▸ DATA

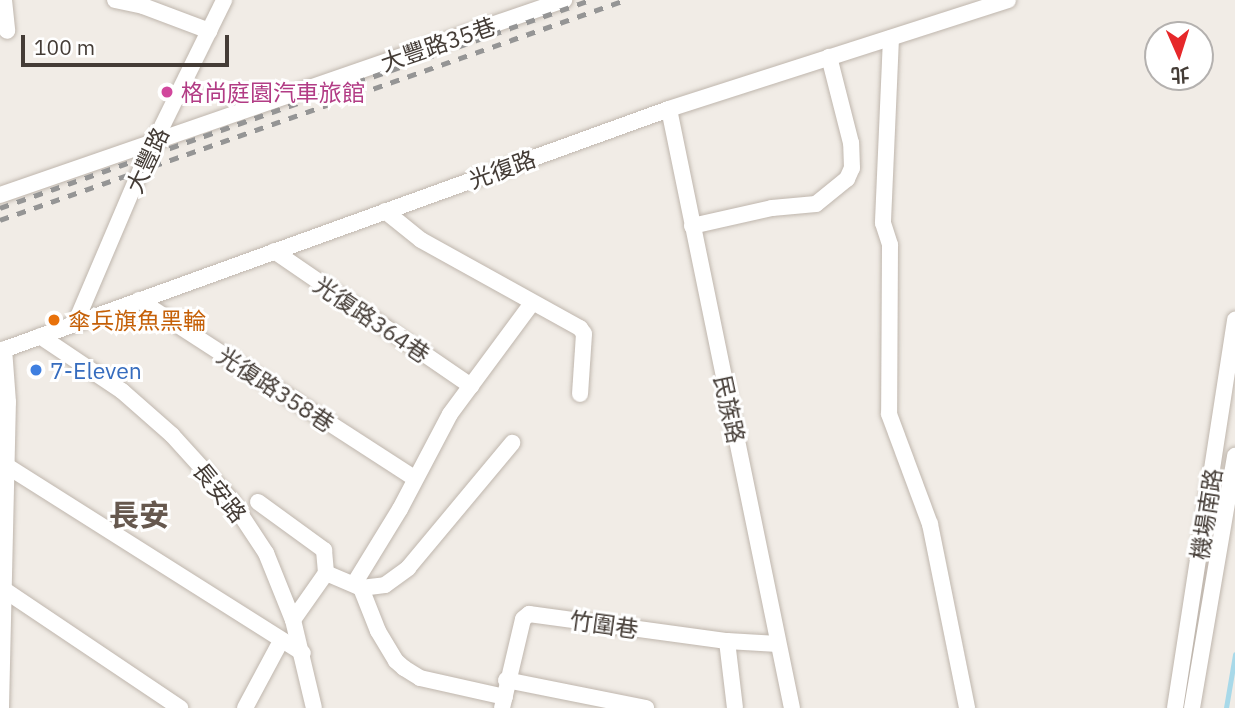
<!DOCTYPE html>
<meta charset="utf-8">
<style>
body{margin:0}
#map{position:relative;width:1235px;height:708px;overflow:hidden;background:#f1ece6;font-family:"IBM Plex Sans","Noto Sans TC",sans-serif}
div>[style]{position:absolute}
.stream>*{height:4.5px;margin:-2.25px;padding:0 2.25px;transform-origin:2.25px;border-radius:2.25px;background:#a8d9e9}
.roads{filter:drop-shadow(0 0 2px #bfb6ad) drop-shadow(0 0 2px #bfb6ad)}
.minor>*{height:16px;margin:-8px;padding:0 8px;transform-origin:8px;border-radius:8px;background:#fff}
.rail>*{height:4.5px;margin-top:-2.25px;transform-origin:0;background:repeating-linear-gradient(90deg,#959595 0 9px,transparent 0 18px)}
.dots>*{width:19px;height:19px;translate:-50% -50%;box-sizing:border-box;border:4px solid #fff;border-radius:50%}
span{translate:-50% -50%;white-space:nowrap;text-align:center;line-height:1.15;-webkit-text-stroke:6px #fff;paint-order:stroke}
.street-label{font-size:23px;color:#443c36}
.hotel-label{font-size:23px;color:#b23c85}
.left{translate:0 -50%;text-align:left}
.food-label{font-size:23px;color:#c56008}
.shop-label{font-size:23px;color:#366cbe}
.district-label{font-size:30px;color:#66584e;font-weight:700}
.north{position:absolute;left:1144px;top:21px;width:70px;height:70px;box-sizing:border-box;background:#fff;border:2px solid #b4b1af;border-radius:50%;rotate:177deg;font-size:19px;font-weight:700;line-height:28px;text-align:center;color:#443c36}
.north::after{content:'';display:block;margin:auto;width:24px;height:32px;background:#e6282a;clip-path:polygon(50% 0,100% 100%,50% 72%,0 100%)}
.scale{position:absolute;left:21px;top:35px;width:208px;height:32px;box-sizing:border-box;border:4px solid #443c36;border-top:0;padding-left:9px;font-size:21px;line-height:24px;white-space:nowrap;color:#443c36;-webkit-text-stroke:5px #fff;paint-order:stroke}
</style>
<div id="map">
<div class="stream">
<i style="left:1226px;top:708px;width:54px;rotate:-80.4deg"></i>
</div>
<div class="roads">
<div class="minor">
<i style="left:4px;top:0;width:31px;rotate:84deg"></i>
<i style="left:115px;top:0;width:29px;rotate:12deg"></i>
<i style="left:143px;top:6px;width:71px;rotate:20.7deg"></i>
<i style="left:891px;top:38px;width:185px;rotate:92.5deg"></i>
<i style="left:883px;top:223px;width:23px;rotate:72deg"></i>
<i style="left:890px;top:245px;width:169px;rotate:90.3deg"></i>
<i style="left:889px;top:414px;width:117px;rotate:69.6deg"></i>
<i style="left:930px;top:524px;width:188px;rotate:78.6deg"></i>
<i style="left:669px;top:109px;width:611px;rotate:78.4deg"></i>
<i style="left:0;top:195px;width:597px;rotate:-19.07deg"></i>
<i style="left:385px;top:211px;width:46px;rotate:38.9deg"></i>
<i style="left:421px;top:240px;width:182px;rotate:29deg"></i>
<i style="left:580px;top:328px;width:7px;rotate:56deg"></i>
<i style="left:584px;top:334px;width:60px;rotate:93.8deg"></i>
<i style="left:692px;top:226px;width:82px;rotate:-12.7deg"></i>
<i style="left:772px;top:208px;width:44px;rotate:-5.2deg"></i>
<i style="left:816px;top:204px;width:40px;rotate:-39deg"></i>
<i style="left:847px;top:179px;width:12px;rotate:-66deg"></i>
<i style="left:852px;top:168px;width:25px;rotate:-92deg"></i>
<i style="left:851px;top:143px;width:89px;rotate:-104.3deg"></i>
<i style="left:274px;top:251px;width:239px;rotate:34.4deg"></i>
<i style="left:139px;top:300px;width:328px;rotate:32.9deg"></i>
<i style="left:75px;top:324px;width:171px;rotate:-66.9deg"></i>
<i style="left:142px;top:167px;width:186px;rotate:-63.8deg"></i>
<i style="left:40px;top:336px;width:99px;rotate:33.9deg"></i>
<i style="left:122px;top:391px;width:67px;rotate:41.3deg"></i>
<i style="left:172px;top:435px;width:88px;rotate:47.8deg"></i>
<i style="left:231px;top:500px;width:64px;rotate:56.6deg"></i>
<i style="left:266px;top:553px;width:72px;rotate:68.1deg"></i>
<i style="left:293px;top:620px;width:90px;rotate:76.6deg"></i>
<i style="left:0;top:351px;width:711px;rotate:-19.89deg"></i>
<i style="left:669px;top:109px;width:356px;rotate:-17.8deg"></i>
<i style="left:7px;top:466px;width:350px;rotate:32.3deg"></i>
<i style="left:258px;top:502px;width:82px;rotate:36deg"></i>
<i style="left:324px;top:550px;width:23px;rotate:85deg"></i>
<i style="left:326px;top:573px;width:38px;rotate:23deg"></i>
<i style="left:361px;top:588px;width:46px;rotate:68.4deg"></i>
<i style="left:378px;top:631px;width:35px;rotate:59deg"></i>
<i style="left:396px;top:661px;width:11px;rotate:41deg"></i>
<i style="left:404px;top:668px;width:19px;rotate:32deg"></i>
<i style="left:420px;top:678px;width:87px;rotate:12.6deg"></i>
<i style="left:354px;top:584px;width:88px;rotate:-58.5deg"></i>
<i style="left:400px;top:509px;width:107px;rotate:-62.2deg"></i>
<i style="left:450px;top:414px;width:138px;rotate:-53.5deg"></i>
<i style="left:361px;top:588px;width:24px;rotate:-7deg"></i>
<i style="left:385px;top:585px;width:29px;rotate:-36deg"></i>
<i style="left:408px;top:568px;width:163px;rotate:-50.2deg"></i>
<i style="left:0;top:592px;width:6px;rotate:-9deg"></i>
<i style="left:6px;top:591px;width:210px;rotate:33.9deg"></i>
<i style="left:293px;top:620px;width:57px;rotate:-54.9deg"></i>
<i style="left:727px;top:641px;width:67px;rotate:83.2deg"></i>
<i style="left:506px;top:680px;width:143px;rotate:11.3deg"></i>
<i style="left:1px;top:708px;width:306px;rotate:-88.7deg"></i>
<i style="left:8px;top:402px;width:53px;rotate:-94.3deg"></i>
<i style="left:245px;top:708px;width:76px;rotate:-61.8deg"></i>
<i style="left:502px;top:708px;width:91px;rotate:-76.7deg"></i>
<i style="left:523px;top:619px;width:8px;rotate:-40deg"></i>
<i style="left:529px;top:614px;width:200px;rotate:7.8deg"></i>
<i style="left:727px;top:641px;width:51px;rotate:3.4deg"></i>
<i style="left:1175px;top:708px;width:393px;rotate:-81.2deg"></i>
<i style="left:1192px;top:708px;width:256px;rotate:-80.3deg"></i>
</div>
</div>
<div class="rail">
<i style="left:0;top:208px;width:626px;rotate:-19.42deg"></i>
<i style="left:0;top:220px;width:663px;rotate:-19.39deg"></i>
</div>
<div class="dots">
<i style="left:167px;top:92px;background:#d1479c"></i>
<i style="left:54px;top:320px;background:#e8710a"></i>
<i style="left:36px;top:370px;background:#3f7fe0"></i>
</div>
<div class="street-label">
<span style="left:438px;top:44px;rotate:-19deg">大豐路35巷</span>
<span style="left:147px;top:160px;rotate:-65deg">大豐路</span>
<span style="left:502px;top:169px;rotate:-20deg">光復路</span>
<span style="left:372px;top:319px;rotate:34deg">光復路364巷</span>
<span style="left:276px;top:389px;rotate:33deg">光復路358巷</span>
<span style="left:730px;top:409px;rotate:78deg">民族路</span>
<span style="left:220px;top:492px;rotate:51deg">長安路</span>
<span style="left:1206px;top:514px;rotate:-81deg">機場南路</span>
<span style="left:604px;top:624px;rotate:8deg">竹圍巷</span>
</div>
<div class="hotel-label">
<span class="left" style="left:181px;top:92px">格尚庭園汽車旅館</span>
</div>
<div class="food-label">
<span class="left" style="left:68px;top:320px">傘兵旗魚黑輪</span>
</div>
<div class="shop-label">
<span class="left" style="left:50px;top:370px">7-Eleven</span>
</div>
<div class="district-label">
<span style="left:139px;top:515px">長安</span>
</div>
<div class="north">北</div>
<div class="scale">100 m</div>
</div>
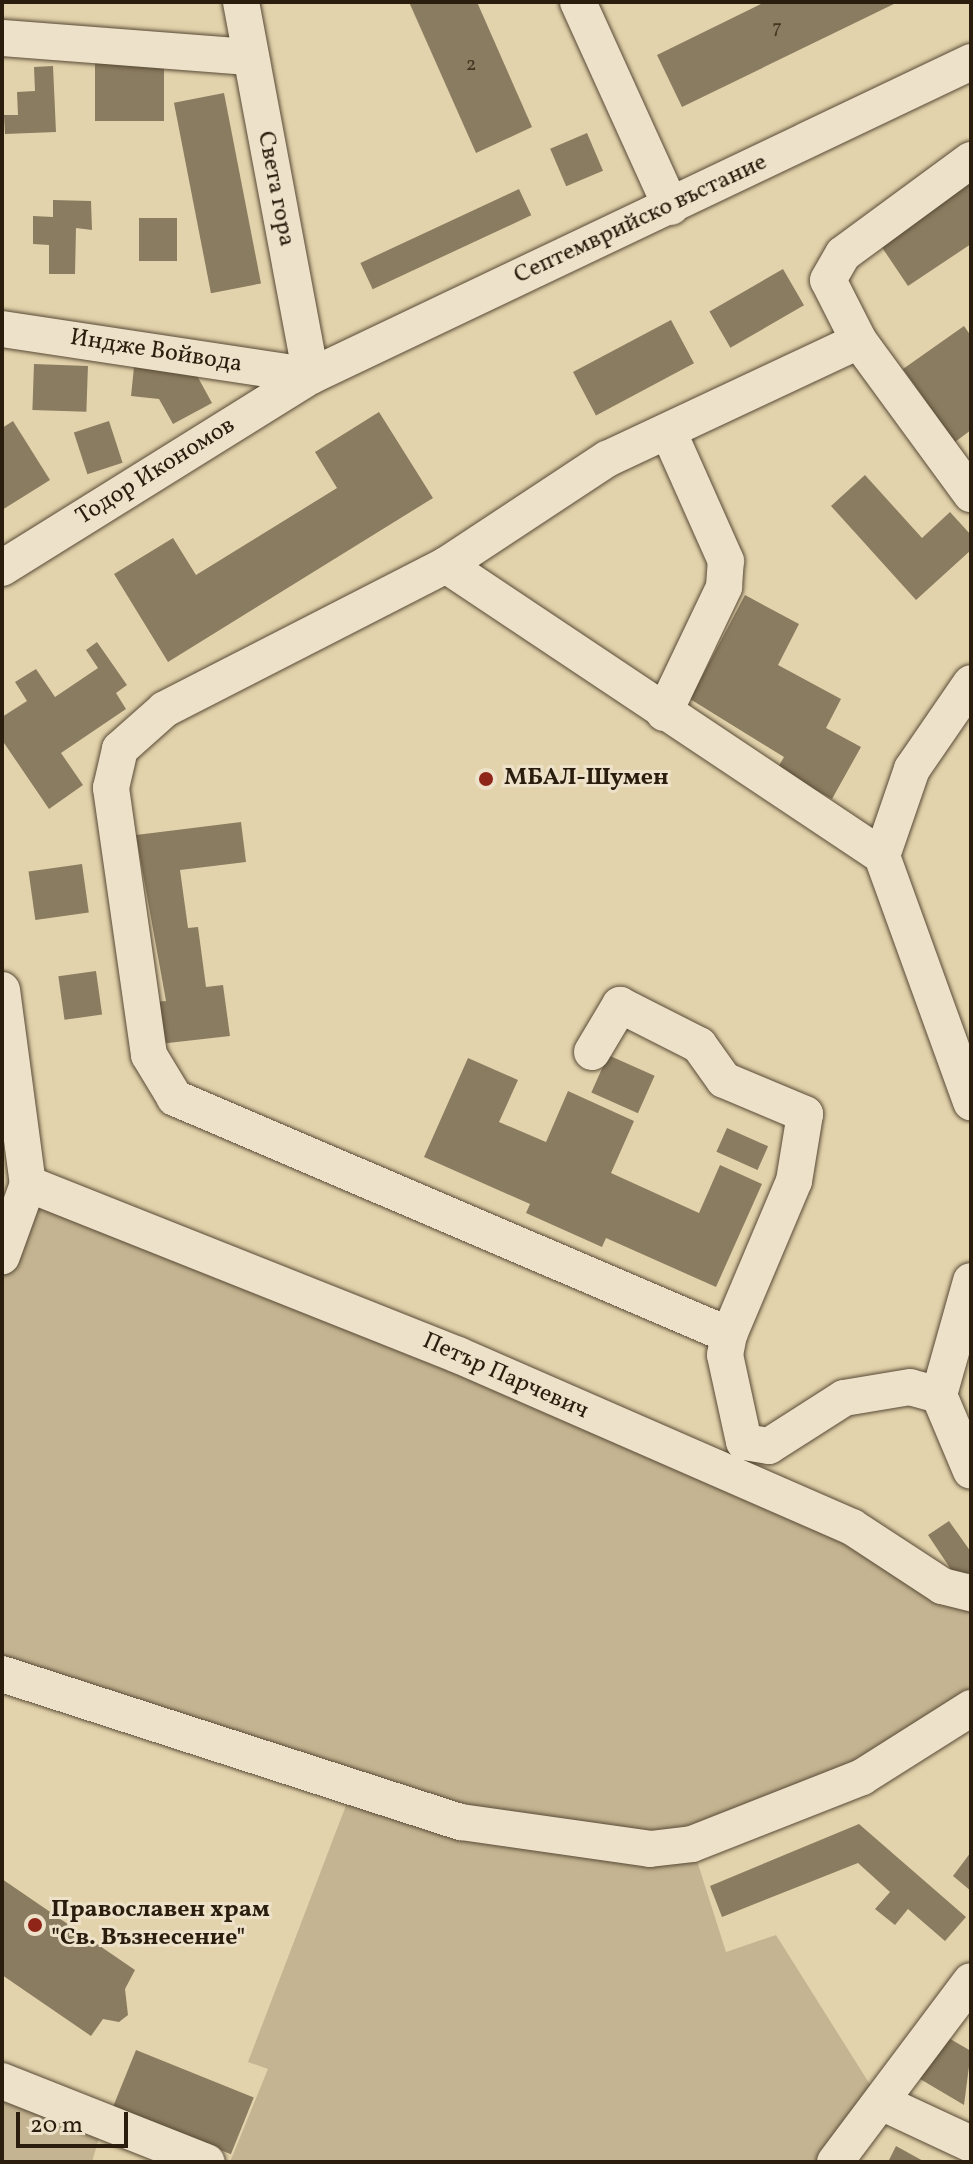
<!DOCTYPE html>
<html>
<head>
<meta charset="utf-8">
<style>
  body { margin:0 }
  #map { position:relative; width:973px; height:2164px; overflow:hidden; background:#e3d3ac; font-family:Vollkorn,serif }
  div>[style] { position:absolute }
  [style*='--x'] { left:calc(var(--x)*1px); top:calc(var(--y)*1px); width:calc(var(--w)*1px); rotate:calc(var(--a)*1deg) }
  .green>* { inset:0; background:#c4b491 }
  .building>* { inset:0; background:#8a7c60; transform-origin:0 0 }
  .roads { filter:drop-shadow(0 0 2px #584a36) drop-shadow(0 0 2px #584a36) }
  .minor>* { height:36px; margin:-18px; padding:0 18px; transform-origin:18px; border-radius:18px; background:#ede2c9 }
  .dots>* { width:22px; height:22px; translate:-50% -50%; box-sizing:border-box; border:4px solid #ede2c9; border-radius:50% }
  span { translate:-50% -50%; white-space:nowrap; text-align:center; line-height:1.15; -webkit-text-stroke:6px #ede2c9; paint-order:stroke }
  .number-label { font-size:20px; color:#423522 }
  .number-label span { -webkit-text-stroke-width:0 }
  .street-label { font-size:24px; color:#2a1d0e }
  .poi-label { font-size:24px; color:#2a1d0e; font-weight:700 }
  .left { translate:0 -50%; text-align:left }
  .frame { position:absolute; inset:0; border:4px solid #2a1d0e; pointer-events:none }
  .scale { position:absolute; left:16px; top:2112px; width:112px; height:36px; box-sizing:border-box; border:4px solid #2a1d0e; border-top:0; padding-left:10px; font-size:24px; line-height:28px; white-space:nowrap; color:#2a1d0e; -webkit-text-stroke:6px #ede2c9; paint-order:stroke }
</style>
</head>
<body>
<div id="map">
  <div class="green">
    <i style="clip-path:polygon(28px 1184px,971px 1593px,971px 1708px,692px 1845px,726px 1952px,776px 1935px,881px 2102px,835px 2162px,230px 2162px,268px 2069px,248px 2062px,353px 1787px,2px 1674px,2px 1256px)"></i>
    <i style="clip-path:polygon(2px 2081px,104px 2121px,92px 2162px,2px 2162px)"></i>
  </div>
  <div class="building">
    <i style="clip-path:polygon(409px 2px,477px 2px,532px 127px,476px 153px)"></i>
    <i style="clip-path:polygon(765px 2px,898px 2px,682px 107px,657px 55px)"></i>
    <i style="left:95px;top:62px;width:69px;height:59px"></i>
    <i style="clip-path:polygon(53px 66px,56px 132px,5px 134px,4px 115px,18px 115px,17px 92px,35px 91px,34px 67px)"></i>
    <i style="left:224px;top:93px;width:194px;height:51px;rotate:79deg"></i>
    <i style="left:587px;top:133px;width:41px;height:40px;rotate:67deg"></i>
    <i style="clip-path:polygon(971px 180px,971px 244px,908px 286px,879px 243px)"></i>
    <i style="left:519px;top:189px;width:29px;height:175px;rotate:65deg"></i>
    <i style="clip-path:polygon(53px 200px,91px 201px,92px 230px,76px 228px,75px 274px,49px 274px,49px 245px,33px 244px,33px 216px,53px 217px)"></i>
    <i style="left:139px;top:218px;width:38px;height:43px"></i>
    <i style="left:783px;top:269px;width:42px;height:85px;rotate:60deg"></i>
    <i style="left:671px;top:320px;width:49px;height:111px;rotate:62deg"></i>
    <i style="clip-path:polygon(964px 326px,971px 336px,971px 430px,955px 442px,903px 369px)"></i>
    <i style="left:34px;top:364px;width:54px;height:46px;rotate:2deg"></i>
    <i style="clip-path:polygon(134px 367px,195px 372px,212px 403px,173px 424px,159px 399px,131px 396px)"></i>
    <i style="clip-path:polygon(379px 412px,433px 498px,168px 662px,114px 574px,173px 538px,196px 575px,337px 488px,315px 452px)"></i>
    <i style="clip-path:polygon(13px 421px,50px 480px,2px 510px,2px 428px)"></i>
    <i style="left:109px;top:421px;width:44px;height:37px;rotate:72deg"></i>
    <i style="clip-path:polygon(865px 475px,922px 538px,950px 512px,971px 535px,971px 550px,916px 600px,831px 506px)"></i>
    <i style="clip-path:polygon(745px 595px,799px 624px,778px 665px,841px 699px,826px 728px,861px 747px,832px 799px,777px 769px,784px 757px,690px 699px)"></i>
    <i style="clip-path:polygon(97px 642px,127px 685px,116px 693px,126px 709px,61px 753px,83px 785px,49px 809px,2px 740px,2px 717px,27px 701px,15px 682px,36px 669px,55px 697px,98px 668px,86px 650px)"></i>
    <i style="clip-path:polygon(241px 822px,246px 862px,180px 870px,188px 928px,198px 927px,206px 987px,223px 985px,230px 1036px,159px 1044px,154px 1002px,166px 1001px,136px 835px)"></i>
    <i style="left:82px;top:864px;width:49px;height:54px;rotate:82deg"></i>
    <i style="left:96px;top:971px;width:44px;height:38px;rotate:82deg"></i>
    <i style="left:608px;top:1055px;width:51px;height:41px;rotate:24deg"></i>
    <i style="clip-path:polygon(468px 1058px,518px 1080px,499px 1122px,546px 1142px,568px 1091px,634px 1121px,611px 1173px,699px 1213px,720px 1165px,762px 1184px,716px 1287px,606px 1238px,602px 1247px,526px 1213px,530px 1204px,424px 1157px)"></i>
    <i style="left:727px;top:1128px;width:45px;height:26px;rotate:24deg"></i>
    <i style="clip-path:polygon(949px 1521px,971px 1552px,971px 1571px,958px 1580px,928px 1535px)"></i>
    <i style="clip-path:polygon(859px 1824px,966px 1917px,945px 1941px,908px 1909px,895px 1925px,875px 1909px,890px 1892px,858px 1863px,722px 1917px,710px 1886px)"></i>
    <i style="clip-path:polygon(971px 1852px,971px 1891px,953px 1876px)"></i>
    <i style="clip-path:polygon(2px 1879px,135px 1970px,125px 1989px,128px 2015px,119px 2022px,103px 2019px,91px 2036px,2px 1975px)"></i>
    <i style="clip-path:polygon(940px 2033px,971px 2051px,964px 2105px,915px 2076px)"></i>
    <i style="left:136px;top:2050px;width:127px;height:61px;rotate:22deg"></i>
    <i style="clip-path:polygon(896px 2146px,925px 2162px,888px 2162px)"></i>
  </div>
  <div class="roads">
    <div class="minor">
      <i style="--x:241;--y:2;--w:380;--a:79.4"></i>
      <i style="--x:578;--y:2;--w:225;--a:65.6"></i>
      <i style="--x:2;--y:38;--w:249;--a:4.4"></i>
      <i style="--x:2;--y:329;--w:313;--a:8.6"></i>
      <i style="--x:859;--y:341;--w:68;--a:-116.9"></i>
      <i style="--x:828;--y:280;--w:30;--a:-60"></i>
      <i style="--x:843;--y:254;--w:159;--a:-36.3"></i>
      <i style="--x:446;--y:565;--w:524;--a:33.72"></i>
      <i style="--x:882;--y:856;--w:262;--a:70.1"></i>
      <i style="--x:2;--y:568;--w:364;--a:-31.9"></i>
      <i style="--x:311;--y:376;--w:731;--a:-25.44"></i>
      <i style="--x:664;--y:713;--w:140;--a:-64.5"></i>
      <i style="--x:724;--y:587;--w:26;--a:-86"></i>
      <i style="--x:726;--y:561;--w:140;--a:-114"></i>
      <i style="--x:882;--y:856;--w:92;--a:-71"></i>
      <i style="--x:912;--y:769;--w:104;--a:-55.5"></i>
      <i style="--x:2;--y:990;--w:196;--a:82.4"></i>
      <i style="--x:28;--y:1184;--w:77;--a:109.9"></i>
      <i style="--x:592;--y:1052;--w:55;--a:-59.2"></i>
      <i style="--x:620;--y:1005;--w:89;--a:26.9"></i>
      <i style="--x:699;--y:1045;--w:43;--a:54.5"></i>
      <i style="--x:724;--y:1080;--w:88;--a:22.8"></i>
      <i style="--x:805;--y:1114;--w:68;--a:99.3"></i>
      <i style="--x:794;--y:1181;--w:167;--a:112.9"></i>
      <i style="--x:28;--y:1184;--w:463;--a:21.7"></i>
      <i style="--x:458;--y:1355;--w:430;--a:23.6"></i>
      <i style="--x:852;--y:1527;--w:108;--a:33.2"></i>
      <i style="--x:942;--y:1586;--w:30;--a:14"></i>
      <i style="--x:971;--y:1281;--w:118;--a:105.7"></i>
      <i style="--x:939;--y:1395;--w:82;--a:67.2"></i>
      <i style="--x:939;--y:1395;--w:30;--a:-165"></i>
      <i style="--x:910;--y:1387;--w:67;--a:170.5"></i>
      <i style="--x:844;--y:1398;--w:89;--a:147.4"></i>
      <i style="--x:769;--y:1446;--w:25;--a:-171"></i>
      <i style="--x:744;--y:1442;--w:89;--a:-102.3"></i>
      <i style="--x:725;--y:1355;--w:20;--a:-79"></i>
      <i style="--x:729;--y:1335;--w:603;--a:-156.84"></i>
      <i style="--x:175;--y:1098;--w:50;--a:-121.2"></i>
      <i style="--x:149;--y:1055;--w:270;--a:-98.1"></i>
      <i style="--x:111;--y:788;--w:40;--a:-77"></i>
      <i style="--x:120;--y:749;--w:60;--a:-41.6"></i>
      <i style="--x:165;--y:709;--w:316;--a:-27.1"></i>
      <i style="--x:446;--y:565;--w:193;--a:-33.4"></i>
      <i style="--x:607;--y:459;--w:278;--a:-25.1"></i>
      <i style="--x:859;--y:341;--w:190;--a:53.8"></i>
      <i style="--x:2;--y:1674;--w:482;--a:17.9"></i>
      <i style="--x:461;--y:1822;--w:191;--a:8.1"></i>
      <i style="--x:650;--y:1849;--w:42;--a:-6.8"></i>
      <i style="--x:692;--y:1844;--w:183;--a:-21.5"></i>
      <i style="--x:862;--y:1777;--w:129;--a:-32.3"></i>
      <i style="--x:2;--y:2081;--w:220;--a:21.6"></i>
      <i style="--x:881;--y:2102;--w:99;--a:25"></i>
      <i style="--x:835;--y:2162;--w:226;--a:-53.1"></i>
    </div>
  </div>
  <div class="dots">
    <i style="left:486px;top:779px;background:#8f2418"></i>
    <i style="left:35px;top:1925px;background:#8f2418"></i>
  </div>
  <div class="number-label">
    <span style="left:777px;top:28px">7</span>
    <span style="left:471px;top:65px">2</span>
  </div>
  <div class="street-label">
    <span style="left:275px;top:189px;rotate:79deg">Света гора</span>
    <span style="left:641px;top:220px;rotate:-25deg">Септемврийско въстание</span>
    <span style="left:156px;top:352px;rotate:9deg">Индже Войвода</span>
    <span style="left:156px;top:472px;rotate:-32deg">Тодор Икономов</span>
    <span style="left:505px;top:1377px;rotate:24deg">Петър Парчевич</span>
  </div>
  <div class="poi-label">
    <span class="left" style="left:504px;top:779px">МБАЛ-Шумен</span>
    <span class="left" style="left:51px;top:1925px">Православен храм<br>"Св. Възнесение"</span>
  </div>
  <div class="frame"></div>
  <div class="scale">20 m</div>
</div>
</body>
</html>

▸ DIRECTIONS
Write out each line above that contains the word "relative".

▸ ANSWER TO THE EXERCISE
#map{position:relative;width:1235px;height:708px;overflow:hidden;background:#f1ece6;font-family:"IBM Plex Sans","Noto Sans TC",sans-serif}
  #map { position:relative; width:973px; height:2164px; overflow:hidden; background:#e3d3ac; font-family:Vollkorn,serif }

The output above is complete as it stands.